The much delayed Kanishka trial of the 1985 bombing of an Air-India flight which crashed off the coast of Ireland killing 329 people on board, will finish sooner than expected, a prosecution spokesman has claimed.
The trial, involving Vancouver businessman Ripudaman Singh Malik and Kamloops millworker Ajaib Singh Bagri, charged with eight counts including murder, attempted murder and conspiracy of two separate bombings on June 23, 1985 was expected to take three years with a jury, but now it will last months.
A prosecution spokesman said that defence lawyers and prosecution have agreed on many admissions of fact that the witness list has been reduced from 85 to 25 for the first part of the prosecution's case alone.
The trial so far has focussed on testimony from Canadian pacific airlines workers and staff from Toronto Pearsons International Airport who testified on Wednesday that an alarm sounded while a suitcase was being scanned, but the supervisor insisted that it was due to a lock on the bag and ignored the alarm.
Also, an X-ray machine used in 1985 by Air-India at the airport as an added security measure had broken down and a hand scanner was used instead to examine the suitcases for the ill-fated Kanishka flight.
Outside the court, Richard Peck, representing Bagri said the Air-India flight was about two hours late leaving Toronto. "Had the flight been on time, the explosion would have occurred when the plane was on the ground."
Other witnesses called by the court to testify about apparent security breaches they noticed at the airport included John Pockridge Ezard, who worked with a cargo company at the airport.
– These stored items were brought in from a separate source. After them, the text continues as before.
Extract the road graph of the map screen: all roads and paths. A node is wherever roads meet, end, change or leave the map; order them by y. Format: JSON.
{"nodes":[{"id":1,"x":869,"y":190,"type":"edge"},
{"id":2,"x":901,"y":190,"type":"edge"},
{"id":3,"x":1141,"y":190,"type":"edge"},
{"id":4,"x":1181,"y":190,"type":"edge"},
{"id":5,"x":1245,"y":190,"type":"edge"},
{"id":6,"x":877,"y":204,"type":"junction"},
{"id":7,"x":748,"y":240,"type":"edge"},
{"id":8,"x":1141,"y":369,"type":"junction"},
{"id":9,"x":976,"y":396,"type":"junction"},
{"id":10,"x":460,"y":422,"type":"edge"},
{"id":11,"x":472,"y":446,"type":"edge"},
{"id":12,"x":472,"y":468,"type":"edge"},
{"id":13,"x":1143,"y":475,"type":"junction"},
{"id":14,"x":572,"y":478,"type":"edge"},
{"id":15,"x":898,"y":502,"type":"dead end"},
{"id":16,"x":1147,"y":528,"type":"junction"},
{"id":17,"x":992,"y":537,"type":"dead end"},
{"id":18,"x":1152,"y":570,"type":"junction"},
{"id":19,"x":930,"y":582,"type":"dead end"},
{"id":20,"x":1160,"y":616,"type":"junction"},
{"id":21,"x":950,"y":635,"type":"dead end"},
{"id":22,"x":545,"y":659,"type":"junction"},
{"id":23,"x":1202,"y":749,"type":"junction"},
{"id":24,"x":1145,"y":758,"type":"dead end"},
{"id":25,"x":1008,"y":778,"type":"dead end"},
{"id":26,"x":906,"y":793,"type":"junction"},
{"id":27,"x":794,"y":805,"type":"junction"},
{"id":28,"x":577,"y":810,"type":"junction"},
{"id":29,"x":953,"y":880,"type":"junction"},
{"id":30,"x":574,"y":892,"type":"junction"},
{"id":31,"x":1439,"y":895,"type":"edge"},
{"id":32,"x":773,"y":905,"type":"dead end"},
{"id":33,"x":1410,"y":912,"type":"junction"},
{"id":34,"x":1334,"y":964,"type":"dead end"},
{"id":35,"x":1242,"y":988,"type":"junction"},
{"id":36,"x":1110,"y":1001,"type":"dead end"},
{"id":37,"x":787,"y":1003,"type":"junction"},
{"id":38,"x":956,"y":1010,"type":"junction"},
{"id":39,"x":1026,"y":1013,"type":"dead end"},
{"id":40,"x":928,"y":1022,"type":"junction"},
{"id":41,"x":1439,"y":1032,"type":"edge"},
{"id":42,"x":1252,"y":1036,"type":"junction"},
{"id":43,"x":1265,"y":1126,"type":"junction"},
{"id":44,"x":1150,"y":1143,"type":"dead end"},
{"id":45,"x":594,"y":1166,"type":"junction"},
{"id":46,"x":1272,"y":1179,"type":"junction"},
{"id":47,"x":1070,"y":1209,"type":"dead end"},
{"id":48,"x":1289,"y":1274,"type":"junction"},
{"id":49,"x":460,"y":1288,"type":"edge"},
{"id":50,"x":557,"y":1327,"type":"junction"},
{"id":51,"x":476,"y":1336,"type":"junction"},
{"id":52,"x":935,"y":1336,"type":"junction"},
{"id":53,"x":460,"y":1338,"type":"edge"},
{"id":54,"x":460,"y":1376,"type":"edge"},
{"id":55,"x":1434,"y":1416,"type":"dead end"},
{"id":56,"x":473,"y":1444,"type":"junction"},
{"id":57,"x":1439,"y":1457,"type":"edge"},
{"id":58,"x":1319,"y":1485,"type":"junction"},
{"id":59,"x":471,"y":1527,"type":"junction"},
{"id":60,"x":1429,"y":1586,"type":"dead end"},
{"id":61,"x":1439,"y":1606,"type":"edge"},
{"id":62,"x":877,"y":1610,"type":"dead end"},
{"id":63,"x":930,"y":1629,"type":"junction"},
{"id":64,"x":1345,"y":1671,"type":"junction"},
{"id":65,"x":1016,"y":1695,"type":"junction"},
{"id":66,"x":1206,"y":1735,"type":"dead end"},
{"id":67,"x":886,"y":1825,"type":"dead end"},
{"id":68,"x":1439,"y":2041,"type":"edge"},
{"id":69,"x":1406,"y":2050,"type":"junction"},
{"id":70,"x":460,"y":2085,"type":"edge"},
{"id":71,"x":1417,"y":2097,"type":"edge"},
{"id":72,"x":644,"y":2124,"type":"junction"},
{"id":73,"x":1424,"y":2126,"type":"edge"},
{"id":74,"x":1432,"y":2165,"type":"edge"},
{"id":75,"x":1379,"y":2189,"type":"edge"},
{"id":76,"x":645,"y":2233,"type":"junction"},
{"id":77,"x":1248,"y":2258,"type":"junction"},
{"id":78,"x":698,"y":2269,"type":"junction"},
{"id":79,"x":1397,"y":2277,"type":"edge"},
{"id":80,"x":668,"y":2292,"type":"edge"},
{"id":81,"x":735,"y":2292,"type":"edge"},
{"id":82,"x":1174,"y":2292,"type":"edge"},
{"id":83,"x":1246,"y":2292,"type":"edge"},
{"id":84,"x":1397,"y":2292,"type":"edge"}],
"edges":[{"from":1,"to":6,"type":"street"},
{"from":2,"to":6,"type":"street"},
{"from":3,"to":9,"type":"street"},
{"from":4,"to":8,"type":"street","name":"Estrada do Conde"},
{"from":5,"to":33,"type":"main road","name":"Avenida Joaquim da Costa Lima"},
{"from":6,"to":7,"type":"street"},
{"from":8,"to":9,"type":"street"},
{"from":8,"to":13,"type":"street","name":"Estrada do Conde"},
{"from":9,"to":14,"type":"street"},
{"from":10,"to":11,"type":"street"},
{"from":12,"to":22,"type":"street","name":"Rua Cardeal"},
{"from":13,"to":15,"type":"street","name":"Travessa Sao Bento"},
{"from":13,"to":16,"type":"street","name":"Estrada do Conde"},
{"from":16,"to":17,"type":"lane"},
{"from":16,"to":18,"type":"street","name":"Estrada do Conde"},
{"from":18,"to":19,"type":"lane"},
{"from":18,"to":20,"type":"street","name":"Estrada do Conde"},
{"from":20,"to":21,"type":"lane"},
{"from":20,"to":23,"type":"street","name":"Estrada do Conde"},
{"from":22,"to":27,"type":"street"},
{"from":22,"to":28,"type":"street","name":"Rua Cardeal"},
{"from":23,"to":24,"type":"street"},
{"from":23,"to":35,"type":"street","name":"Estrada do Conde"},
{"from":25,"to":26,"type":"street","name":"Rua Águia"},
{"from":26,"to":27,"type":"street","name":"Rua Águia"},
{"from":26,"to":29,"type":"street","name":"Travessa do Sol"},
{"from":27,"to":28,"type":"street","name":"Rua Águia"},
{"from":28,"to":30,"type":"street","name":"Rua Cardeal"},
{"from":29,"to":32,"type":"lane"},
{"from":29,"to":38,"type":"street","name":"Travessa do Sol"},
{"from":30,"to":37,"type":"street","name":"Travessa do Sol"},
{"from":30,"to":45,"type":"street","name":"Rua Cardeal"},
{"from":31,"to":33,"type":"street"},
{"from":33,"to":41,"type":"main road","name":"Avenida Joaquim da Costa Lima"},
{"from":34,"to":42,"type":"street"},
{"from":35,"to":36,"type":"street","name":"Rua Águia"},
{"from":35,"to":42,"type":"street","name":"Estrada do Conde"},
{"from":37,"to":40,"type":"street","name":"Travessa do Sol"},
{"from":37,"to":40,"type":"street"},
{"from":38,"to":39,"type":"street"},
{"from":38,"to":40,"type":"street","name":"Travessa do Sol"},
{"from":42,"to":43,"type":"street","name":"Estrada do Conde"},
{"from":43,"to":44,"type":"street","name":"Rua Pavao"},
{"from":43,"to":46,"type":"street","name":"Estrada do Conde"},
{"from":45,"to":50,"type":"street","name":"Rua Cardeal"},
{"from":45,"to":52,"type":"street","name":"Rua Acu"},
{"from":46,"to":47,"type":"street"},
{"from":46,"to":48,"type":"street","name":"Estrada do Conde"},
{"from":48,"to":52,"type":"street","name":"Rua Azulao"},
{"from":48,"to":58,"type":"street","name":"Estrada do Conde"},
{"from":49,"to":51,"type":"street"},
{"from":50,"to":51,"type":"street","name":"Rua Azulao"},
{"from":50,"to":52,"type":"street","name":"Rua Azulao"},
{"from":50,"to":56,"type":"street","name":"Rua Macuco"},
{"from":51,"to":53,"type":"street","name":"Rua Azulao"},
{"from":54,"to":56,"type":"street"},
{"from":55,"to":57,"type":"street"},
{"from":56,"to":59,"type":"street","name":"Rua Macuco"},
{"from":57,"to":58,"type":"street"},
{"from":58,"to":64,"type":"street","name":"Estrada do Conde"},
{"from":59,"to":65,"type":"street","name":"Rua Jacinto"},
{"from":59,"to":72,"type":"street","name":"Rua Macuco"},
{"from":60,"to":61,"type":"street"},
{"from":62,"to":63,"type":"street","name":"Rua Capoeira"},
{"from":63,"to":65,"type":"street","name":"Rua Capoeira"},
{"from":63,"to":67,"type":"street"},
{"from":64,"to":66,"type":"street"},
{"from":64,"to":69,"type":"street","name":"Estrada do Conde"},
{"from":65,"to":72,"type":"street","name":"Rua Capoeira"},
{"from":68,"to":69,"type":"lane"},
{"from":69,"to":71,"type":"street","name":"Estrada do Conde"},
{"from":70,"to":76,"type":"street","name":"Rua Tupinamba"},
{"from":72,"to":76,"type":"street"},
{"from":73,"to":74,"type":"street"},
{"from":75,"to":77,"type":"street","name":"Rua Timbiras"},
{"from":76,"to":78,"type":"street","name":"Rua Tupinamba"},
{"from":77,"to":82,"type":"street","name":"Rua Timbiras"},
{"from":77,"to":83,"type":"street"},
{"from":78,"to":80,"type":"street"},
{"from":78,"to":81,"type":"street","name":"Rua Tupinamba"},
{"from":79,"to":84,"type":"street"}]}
He testified saying he was told to bring two diplomatic bags from another flight and leave them to be loaded onto the Air-India flight.
He also said that he saw an Air-India baggage container out of place near a fence that day. "It was unlocked. The flap was blowing in the wind," he said, adding that he sealed it up again without looking inside.
By late May, the spokesman said the prosecution will finish dealing with the details of how the bombs were allegedly placed in the plane and how Flight 182 blew up.
After the summer recess, lawyers will begin addressing the allegation that Malik and Bagri conspired to set the bombs.